=== WHAT YOU SHOULD DO ===
Where the word "graph" shows up in a line below, that line is counted. State how many lines are counted, without any other words.
______
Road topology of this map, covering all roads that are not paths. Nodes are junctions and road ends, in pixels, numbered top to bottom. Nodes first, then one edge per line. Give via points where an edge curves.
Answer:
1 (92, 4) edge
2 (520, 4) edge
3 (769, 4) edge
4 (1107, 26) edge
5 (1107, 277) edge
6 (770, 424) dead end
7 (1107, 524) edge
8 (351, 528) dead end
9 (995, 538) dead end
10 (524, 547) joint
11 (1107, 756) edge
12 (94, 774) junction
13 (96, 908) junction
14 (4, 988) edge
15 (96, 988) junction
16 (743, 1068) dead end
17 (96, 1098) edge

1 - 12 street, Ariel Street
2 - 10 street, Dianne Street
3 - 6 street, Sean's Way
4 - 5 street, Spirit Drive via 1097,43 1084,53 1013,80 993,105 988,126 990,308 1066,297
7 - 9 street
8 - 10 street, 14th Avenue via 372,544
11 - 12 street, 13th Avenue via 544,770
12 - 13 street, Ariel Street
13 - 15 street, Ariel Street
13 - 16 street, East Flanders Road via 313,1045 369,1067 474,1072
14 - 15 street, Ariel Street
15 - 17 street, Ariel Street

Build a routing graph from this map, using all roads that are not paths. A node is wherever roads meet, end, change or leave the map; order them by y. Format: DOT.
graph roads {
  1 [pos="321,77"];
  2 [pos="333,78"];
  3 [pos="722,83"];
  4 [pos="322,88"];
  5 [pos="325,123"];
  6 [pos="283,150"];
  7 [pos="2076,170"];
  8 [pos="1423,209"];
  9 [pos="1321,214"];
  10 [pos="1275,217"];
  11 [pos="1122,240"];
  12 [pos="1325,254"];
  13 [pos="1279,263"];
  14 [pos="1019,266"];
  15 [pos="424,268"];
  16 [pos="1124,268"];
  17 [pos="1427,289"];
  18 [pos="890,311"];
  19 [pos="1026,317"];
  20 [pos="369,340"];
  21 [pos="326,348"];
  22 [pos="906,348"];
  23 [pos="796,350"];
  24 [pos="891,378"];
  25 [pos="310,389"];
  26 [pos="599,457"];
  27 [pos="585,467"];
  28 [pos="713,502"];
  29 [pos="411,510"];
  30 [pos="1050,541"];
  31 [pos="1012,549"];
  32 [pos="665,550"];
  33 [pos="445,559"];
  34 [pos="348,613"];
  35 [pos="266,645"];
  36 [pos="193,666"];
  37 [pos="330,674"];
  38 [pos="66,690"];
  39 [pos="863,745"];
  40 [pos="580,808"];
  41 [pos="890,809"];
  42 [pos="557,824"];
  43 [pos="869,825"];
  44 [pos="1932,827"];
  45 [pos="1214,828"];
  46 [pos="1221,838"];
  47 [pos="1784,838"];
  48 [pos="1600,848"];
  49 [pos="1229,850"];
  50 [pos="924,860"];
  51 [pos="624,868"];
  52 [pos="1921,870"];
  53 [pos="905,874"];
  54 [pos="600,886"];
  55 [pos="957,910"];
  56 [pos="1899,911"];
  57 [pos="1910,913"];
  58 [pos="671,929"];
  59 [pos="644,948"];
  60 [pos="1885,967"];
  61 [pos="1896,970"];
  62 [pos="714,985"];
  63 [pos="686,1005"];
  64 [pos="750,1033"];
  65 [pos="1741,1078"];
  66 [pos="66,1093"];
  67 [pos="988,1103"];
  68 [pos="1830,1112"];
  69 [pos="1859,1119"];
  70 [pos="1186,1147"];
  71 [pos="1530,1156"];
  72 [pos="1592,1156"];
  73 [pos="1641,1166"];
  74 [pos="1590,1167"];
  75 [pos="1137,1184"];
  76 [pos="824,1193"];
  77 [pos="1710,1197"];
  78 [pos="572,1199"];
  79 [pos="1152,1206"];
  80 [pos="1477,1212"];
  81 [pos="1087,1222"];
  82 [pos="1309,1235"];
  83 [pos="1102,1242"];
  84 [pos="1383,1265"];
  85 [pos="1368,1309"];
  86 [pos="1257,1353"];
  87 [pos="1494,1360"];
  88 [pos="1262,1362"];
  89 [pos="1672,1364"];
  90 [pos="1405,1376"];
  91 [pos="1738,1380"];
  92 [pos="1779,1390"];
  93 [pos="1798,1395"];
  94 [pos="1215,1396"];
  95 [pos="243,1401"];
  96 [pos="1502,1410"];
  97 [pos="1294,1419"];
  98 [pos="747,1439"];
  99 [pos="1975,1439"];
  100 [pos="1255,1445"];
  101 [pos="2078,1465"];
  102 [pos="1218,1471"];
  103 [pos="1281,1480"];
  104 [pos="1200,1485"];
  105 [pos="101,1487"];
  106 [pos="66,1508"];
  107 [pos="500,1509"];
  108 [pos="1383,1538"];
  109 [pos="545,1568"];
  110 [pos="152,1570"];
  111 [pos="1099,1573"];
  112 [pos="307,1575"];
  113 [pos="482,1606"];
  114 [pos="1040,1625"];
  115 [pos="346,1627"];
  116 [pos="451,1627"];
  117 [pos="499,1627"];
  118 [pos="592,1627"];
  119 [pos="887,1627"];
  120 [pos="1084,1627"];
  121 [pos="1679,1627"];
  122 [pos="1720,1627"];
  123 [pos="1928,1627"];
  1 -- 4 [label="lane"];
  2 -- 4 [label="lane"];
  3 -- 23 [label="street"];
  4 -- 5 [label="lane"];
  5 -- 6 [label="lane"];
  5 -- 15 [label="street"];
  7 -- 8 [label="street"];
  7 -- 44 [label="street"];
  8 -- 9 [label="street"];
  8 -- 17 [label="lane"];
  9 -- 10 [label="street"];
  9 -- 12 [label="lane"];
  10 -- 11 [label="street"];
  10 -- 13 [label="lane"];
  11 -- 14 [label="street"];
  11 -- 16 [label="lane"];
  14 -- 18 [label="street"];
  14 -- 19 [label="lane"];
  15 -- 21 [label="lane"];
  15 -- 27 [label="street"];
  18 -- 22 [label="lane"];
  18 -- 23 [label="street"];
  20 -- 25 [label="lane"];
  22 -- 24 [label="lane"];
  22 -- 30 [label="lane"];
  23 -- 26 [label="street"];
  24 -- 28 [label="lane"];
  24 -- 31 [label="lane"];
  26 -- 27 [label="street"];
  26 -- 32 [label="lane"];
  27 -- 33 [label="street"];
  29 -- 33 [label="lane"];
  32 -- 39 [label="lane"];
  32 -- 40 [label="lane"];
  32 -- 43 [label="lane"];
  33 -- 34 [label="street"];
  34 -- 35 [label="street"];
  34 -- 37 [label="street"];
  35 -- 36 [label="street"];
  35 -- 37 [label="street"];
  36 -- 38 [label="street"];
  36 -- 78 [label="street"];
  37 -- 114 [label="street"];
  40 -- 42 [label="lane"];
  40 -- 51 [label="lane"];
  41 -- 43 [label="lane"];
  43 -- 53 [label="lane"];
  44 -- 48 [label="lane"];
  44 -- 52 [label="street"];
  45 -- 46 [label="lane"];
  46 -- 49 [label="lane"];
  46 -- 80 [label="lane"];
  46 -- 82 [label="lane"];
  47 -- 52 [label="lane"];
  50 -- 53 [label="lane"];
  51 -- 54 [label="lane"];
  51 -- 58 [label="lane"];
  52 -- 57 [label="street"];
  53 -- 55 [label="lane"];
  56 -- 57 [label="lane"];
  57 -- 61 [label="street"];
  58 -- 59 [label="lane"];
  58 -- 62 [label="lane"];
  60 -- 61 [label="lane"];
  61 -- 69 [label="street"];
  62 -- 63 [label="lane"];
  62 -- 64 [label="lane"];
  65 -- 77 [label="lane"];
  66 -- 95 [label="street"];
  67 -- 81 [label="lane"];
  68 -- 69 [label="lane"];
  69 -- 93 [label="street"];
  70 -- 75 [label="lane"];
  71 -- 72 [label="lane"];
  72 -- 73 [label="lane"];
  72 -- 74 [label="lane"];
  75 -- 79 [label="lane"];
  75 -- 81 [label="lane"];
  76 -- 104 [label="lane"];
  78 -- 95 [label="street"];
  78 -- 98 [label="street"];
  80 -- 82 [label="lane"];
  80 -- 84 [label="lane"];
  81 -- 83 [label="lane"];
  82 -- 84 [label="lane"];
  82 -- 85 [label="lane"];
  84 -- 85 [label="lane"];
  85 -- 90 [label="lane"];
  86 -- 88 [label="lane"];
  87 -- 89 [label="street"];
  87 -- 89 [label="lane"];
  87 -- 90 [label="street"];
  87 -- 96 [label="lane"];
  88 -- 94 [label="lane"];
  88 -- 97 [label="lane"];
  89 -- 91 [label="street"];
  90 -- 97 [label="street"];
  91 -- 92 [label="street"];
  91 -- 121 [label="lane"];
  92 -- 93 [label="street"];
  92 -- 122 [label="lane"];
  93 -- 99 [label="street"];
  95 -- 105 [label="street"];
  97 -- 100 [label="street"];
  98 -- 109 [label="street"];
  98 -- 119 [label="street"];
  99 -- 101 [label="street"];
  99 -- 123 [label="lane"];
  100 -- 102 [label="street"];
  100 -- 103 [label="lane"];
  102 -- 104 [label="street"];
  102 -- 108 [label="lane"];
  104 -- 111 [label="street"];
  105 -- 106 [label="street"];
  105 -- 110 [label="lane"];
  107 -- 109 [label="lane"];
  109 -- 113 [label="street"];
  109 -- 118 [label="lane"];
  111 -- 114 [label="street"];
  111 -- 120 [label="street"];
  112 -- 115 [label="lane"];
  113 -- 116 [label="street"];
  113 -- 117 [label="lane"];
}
______
=== OUTPUT FOR THIS EXERCISE ===
2